Un recours en référé : verdict le 19 décembre
On a appris il y a quelques jours qu’Alexia et Jérôme Brochais avaient fait un recours en référé au Tribunal Administratif de Poitiers. Verdict le 19 décembre qui renverra probablement au fond, ce genre de contentieux ne se traitant pas en référé. S’ensuivra une bataille juridique d’au moins trois ans pendant laquelle tout sera bloqué. Cependant le problème soulevé par les acquéreurs est intéressant. Il s’agit de l’utilisation du produit de l’écotaxe pour financer les préemptions.
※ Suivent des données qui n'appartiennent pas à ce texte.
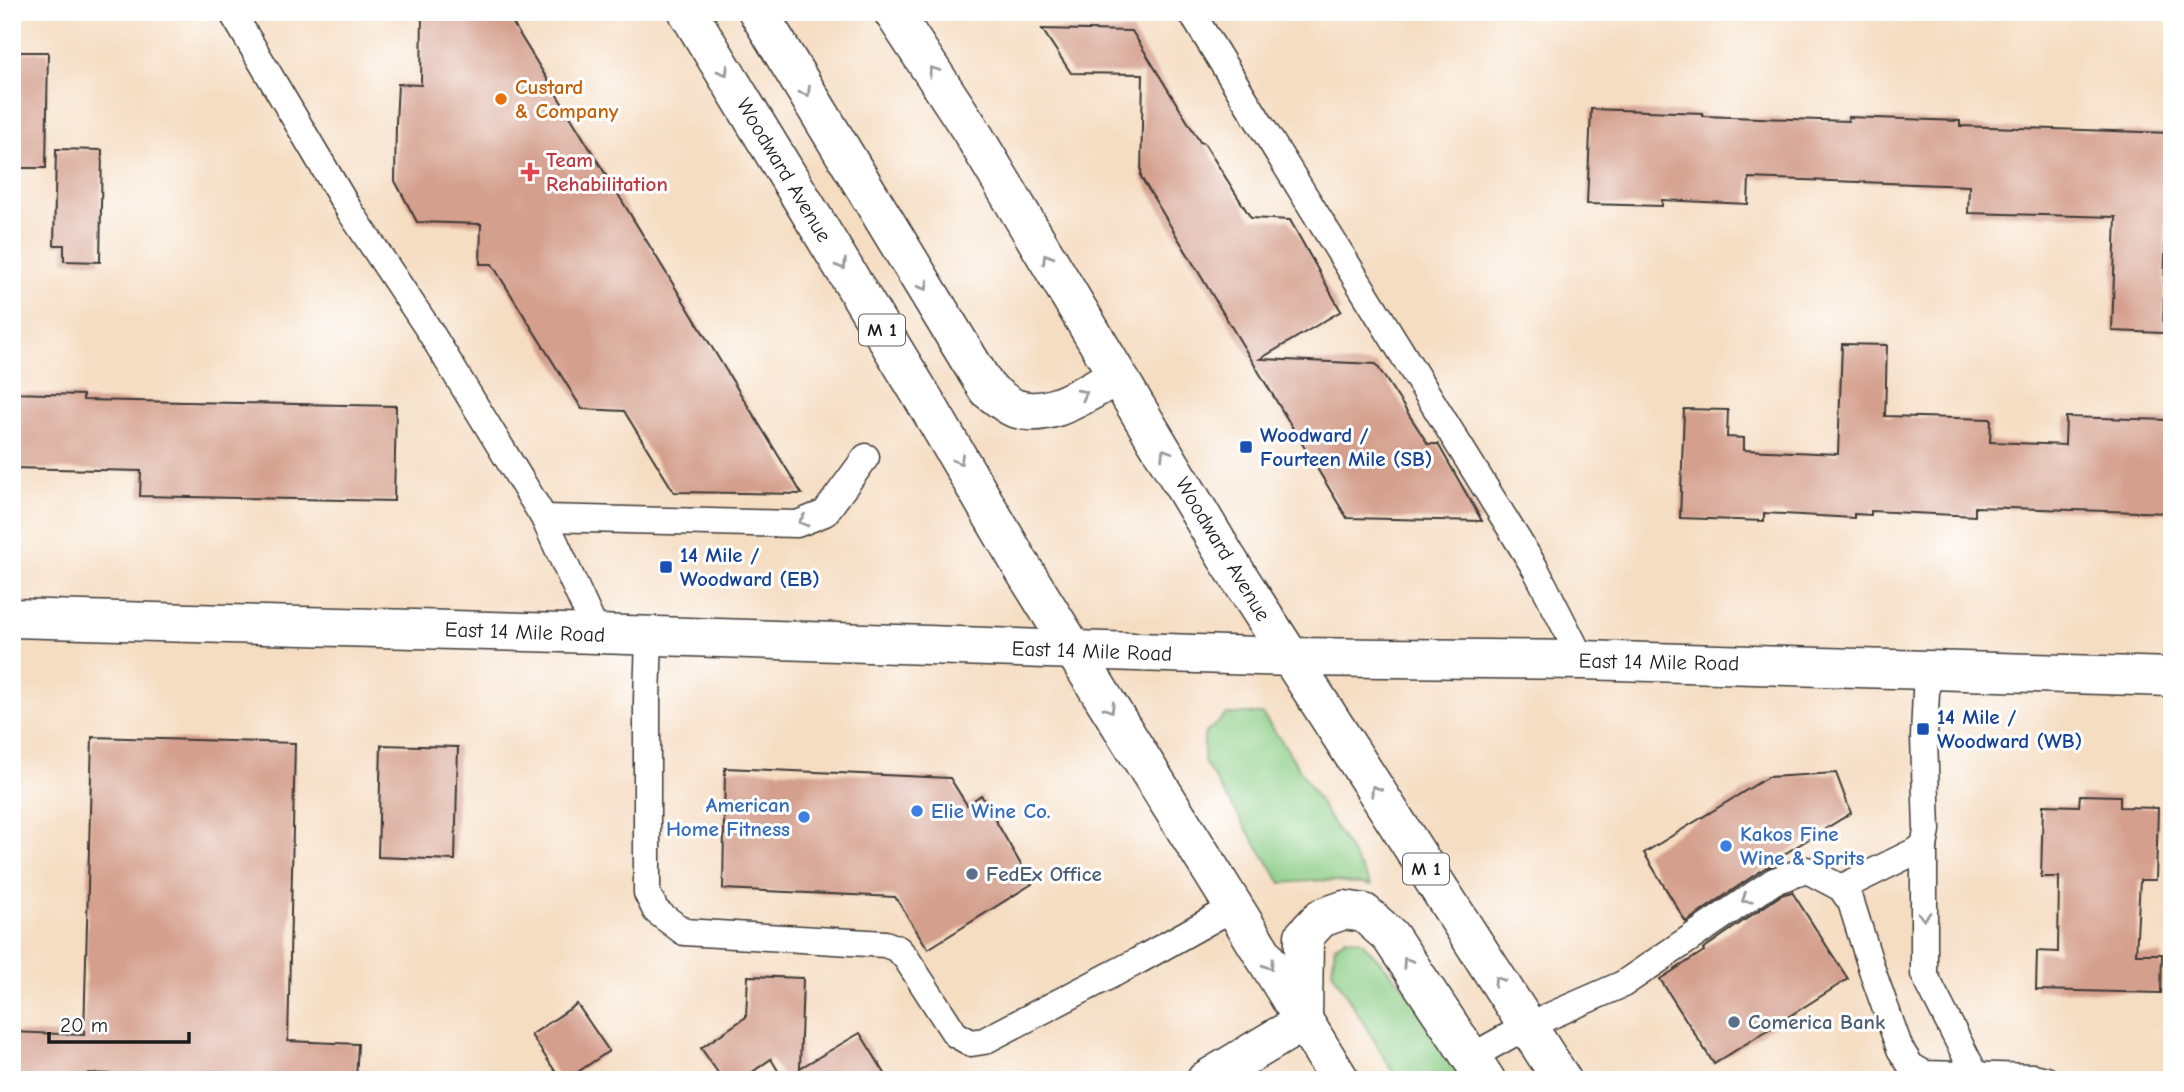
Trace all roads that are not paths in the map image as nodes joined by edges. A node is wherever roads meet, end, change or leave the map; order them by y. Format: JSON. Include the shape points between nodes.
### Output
{"nodes":[{"id":1,"x":232,"y":12,"type":"edge"},
{"id":2,"x":688,"y":12,"type":"edge"},
{"id":3,"x":758,"y":12,"type":"edge"},
{"id":4,"x":893,"y":12,"type":"edge"},
{"id":5,"x":1191,"y":12,"type":"edge"},
{"id":6,"x":1117,"y":376,"type":"junction"},
{"id":7,"x":866,"y":457,"type":"dead end"},
{"id":8,"x":544,"y":518,"type":"junction"},
{"id":9,"x":12,"y":618,"type":"edge"},
{"id":10,"x":597,"y":634,"type":"junction"},
{"id":11,"x":649,"y":636,"type":"junction"},
{"id":12,"x":1073,"y":650,"type":"junction"},
{"id":13,"x":1290,"y":657,"type":"junction"},
{"id":14,"x":1581,"y":660,"type":"junction"},
{"id":15,"x":1927,"y":669,"type":"junction"},
{"id":16,"x":2172,"y":677,"type":"edge"},
{"id":17,"x":1924,"y":847,"type":"junction"},
{"id":18,"x":1841,"y":888,"type":"junction"},
{"id":19,"x":1234,"y":907,"type":"junction"},
{"id":20,"x":1303,"y":1022,"type":"junction"},
{"id":21,"x":1527,"y":1026,"type":"junction"},
{"id":22,"x":1478,"y":1068,"type":"edge"},
{"id":23,"x":1976,"y":1076,"type":"junction"},
{"id":24,"x":1206,"y":1080,"type":"edge"},
{"id":25,"x":1340,"y":1080,"type":"edge"},
{"id":26,"x":1562,"y":1080,"type":"edge"},
{"id":27,"x":2046,"y":1080,"type":"edge"}],
"edges":[{"from":1,"to":8,"type":"lane","via":[[349,210]]},
{"from":2,"to":12,"type":"main road","name":"Woodward Avenue","number":"M 1","one_way":true},
{"from":3,"to":6,"type":"main road","one_way":true,"via":[[986,389],[1013,408],[1037,412],[1057,408]]},
{"from":6,"to":4,"type":"main road","name":"Woodward Avenue","number":"M 1","one_way":true,"via":[[970,128]]},
{"from":5,"to":14,"type":"lane","via":[[1535,568]]},
{"from":13,"to":6,"type":"main road","name":"Woodward Avenue","number":"M 1","one_way":true},
{"from":7,"to":8,"type":"lane","one_way":true,"via":[[825,513],[797,524]]},
{"from":8,"to":10,"type":"lane"},
{"from":9,"to":10,"type":"main road","name":"East 14 Mile Road"},
{"from":10,"to":11,"type":"main road","name":"East 14 Mile Road"},
{"from":11,"to":12,"type":"main road","name":"East 14 Mile Road"},
{"from":11,"to":19,"type":"lane","via":[[647,893],[656,911],[684,932],[885,944],[898,949],[955,1034],[971,1043],[984,1041]]},
{"from":12,"to":13,"type":"main road","name":"East 14 Mile Road"},
{"from":12,"to":19,"type":"main road","name":"Woodward Avenue","number":"M 1","one_way":true},
{"from":13,"to":14,"type":"main road","name":"East 14 Mile Road"},
{"from":21,"to":13,"type":"main road","name":"Woodward Avenue","number":"M 1","one_way":true},
{"from":14,"to":15,"type":"main road","name":"East 14 Mile Road"},
{"from":15,"to":16,"type":"main road","name":"East 14 Mile Road"},
{"from":15,"to":17,"type":"lane"},
{"from":17,"to":18,"type":"lane"},
{"from":17,"to":23,"type":"lane","one_way":true,"via":[[1924,974]]},
{"from":18,"to":21,"type":"lane","one_way":true,"via":[[1807,870],[1774,881],[1623,984]]},
{"from":18,"to":23,"type":"lane","via":[[1851,902],[1900,1049],[1911,1066],[1925,1074]]},
{"from":19,"to":20,"type":"main road","name":"Woodward Avenue","number":"M 1","one_way":true},
{"from":22,"to":20,"type":"main road","one_way":true,"via":[[1390,936],[1364,914],[1344,910],[1321,918],[1304,936]]},
{"from":20,"to":24,"type":"main road"},
{"from":20,"to":25,"type":"main road","name":"Woodward Avenue","number":"M 1"},
{"from":21,"to":22,"type":"lane"},
{"from":21,"to":26,"type":"main road","name":"Woodward Avenue","number":"M 1"},
{"from":23,"to":27,"type":"lane"}]}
Les avocats des acheteurs s’appuient sur la question d’un sénateur posée au ministre de l’Écologie de l’époque figurant avec sa réponse dans le JO du 4 janvier 2001 : « Il convient de s’en tenir à la lettre des dispositions de l’article L 321-11 du code de l’environnement. Les acquisitions doivent être effectuées exclusivement avec les fonds issus de la taxe sur les espaces naturels sensibles du Département ». Les avocats des deux parties vont pouvoir ressortir tous les articles de lois en leur faveur, car le problème posé est sérieux, mais cela va prendre du temps.
Quant au Président Bussereau, interrogé le 7 décembre lors d’une conférence de presse, il confirmait sa position : « Il y a vingt ans que le Département mène une politique de protection des espaces naturels. On ne va pas maintenant céder au lobby des notaires parisiens. Il n’y a aucune raison que l’on cède au fric ! »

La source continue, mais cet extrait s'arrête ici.